Would you return every line of the listing below that has "Right" in it?

◆ AVAILABLE RECORDS ◆
##########
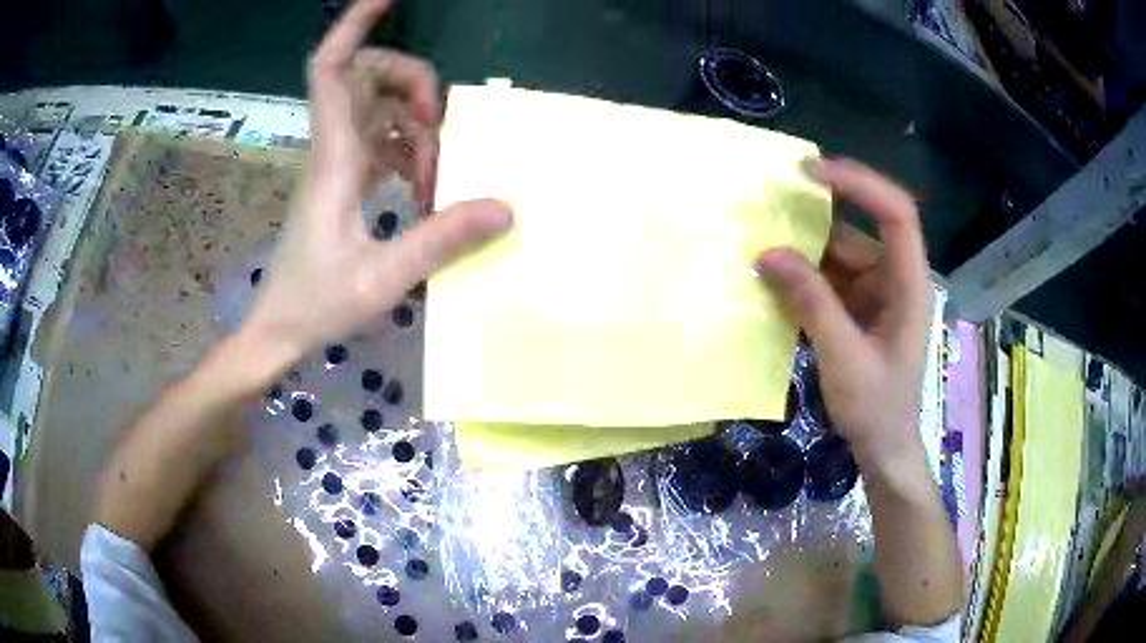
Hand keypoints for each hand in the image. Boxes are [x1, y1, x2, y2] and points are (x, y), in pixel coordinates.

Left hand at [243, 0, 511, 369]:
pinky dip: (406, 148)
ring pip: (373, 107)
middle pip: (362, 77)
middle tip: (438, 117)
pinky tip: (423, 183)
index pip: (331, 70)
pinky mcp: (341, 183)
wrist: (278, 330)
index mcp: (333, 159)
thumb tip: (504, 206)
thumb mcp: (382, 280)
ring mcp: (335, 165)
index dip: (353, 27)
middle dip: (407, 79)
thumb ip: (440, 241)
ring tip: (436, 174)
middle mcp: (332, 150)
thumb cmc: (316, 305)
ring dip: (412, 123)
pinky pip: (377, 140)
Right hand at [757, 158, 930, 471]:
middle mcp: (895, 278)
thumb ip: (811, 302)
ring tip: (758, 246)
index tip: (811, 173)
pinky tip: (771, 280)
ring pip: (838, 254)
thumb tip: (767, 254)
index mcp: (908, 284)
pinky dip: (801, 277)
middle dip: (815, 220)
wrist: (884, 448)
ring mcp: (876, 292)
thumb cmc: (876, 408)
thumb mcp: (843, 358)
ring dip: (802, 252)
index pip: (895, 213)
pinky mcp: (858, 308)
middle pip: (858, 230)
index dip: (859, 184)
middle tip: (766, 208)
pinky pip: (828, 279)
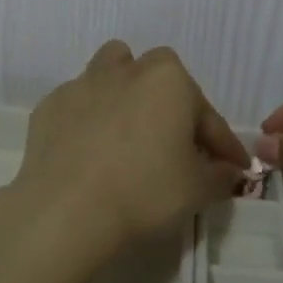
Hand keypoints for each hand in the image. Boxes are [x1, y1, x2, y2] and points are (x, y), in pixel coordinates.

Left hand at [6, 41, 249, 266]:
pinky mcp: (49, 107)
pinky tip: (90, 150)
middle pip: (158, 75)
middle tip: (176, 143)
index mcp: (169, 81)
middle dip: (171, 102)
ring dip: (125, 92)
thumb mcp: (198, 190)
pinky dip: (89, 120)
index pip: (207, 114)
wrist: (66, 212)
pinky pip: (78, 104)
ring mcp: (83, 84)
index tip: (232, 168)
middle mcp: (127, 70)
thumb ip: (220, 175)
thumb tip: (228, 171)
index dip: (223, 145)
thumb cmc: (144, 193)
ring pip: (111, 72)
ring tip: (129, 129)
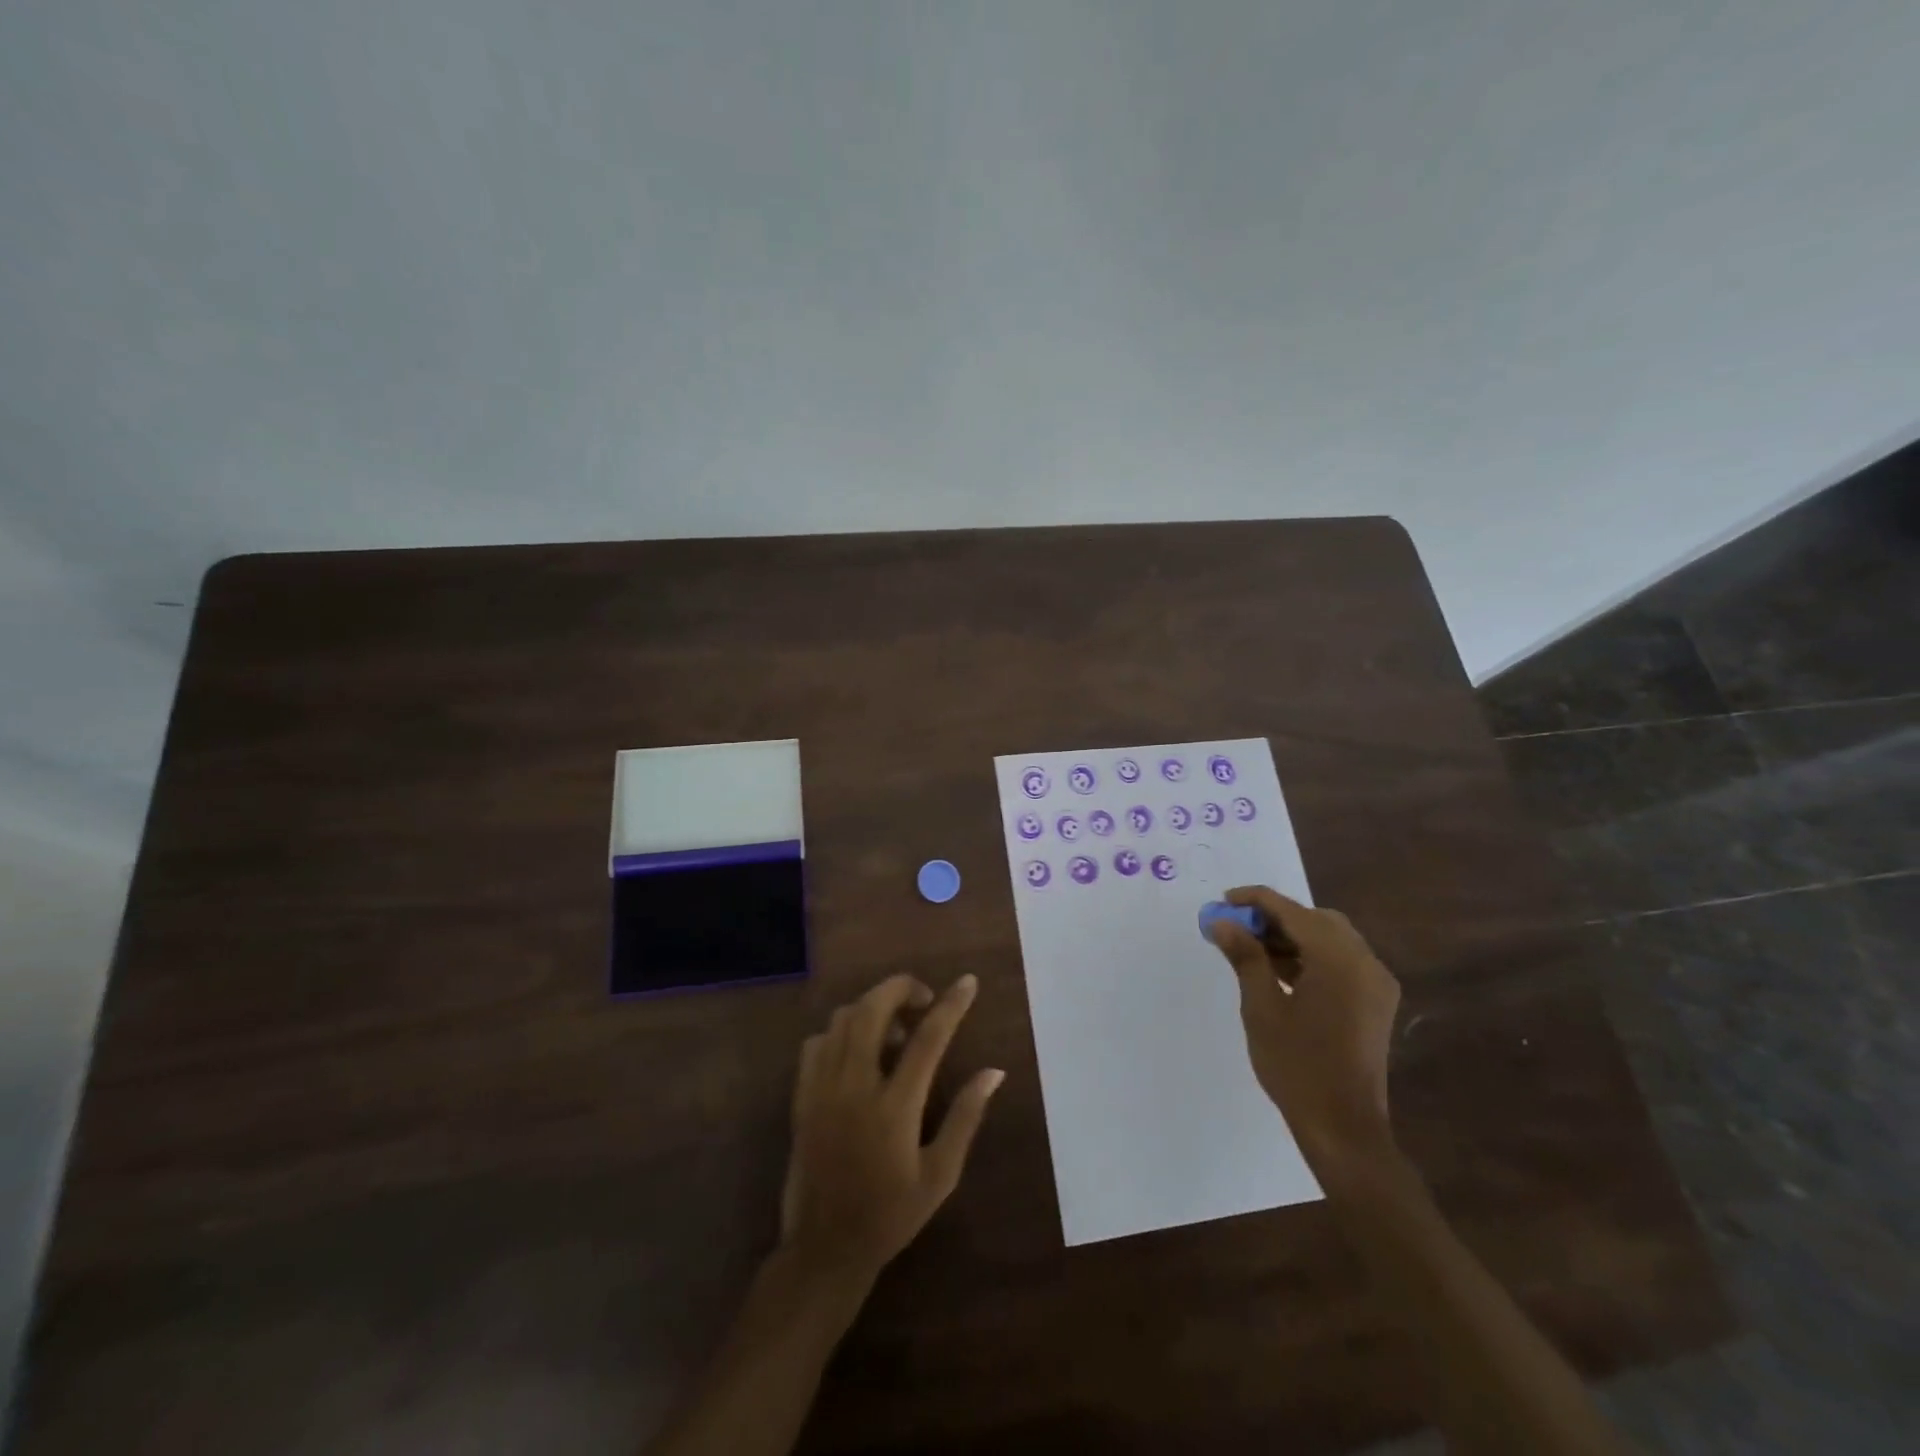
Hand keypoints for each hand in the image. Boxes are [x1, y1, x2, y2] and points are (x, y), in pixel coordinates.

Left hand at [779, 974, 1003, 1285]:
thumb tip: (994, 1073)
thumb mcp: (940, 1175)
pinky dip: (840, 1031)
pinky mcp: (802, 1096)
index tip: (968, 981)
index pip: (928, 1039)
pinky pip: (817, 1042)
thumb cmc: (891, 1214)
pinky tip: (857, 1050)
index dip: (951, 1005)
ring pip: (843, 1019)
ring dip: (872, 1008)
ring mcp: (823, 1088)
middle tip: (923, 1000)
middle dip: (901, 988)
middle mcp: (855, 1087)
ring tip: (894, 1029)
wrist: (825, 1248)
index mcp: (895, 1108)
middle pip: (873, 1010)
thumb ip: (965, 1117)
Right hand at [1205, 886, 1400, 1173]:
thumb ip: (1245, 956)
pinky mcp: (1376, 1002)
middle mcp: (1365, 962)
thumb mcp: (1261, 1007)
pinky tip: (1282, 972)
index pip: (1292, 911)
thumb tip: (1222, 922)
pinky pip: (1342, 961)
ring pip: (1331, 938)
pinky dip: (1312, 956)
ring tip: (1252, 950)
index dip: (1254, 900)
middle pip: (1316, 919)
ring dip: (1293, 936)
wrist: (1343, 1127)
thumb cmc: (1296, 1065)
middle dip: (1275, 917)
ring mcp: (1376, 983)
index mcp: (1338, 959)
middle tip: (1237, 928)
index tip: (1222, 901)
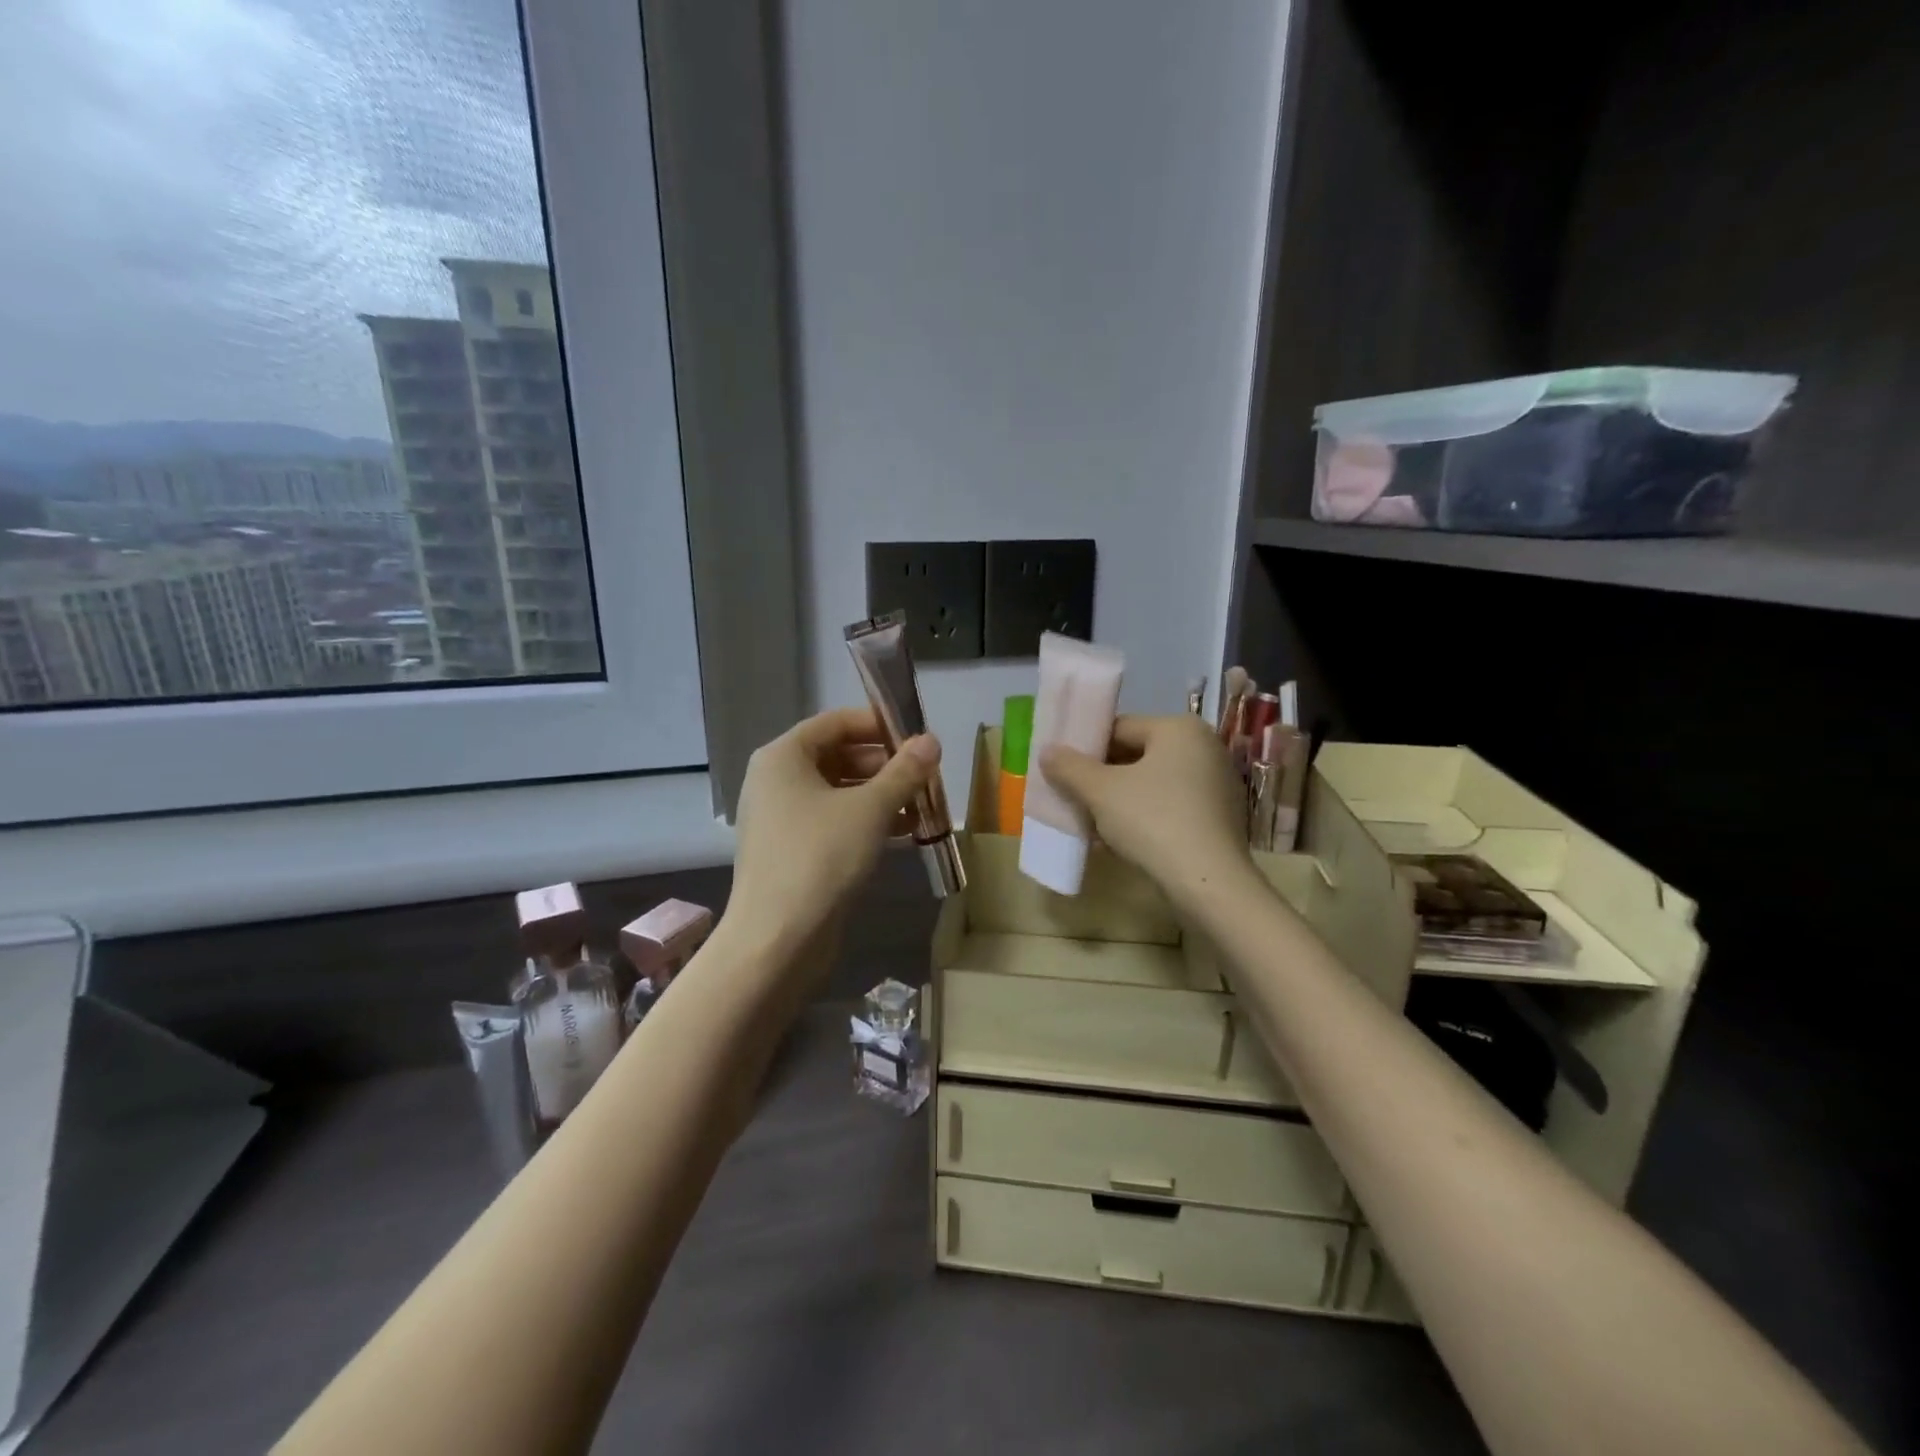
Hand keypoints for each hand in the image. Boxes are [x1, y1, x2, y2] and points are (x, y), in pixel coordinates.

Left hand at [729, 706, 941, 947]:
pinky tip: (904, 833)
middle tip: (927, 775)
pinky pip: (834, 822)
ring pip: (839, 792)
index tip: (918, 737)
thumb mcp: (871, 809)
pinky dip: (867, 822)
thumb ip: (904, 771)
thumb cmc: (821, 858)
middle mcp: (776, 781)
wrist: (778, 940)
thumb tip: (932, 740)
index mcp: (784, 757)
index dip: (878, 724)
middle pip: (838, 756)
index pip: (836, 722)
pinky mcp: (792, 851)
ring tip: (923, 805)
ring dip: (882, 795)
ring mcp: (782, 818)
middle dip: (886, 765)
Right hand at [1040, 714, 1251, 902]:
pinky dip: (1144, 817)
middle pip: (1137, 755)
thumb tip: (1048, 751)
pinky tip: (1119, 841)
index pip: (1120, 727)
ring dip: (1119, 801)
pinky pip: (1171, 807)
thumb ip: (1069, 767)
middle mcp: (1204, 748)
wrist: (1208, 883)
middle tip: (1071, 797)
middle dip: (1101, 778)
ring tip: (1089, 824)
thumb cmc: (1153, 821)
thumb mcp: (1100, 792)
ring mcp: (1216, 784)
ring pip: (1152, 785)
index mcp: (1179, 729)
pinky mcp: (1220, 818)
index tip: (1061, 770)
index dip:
##########
◆ OUTPUT FOR THIS TASK ◆
Right hand at [757, 158, 930, 471]:
Right hand at [1205, 886, 1400, 1173]:
Right hand at [1040, 714, 1251, 902]:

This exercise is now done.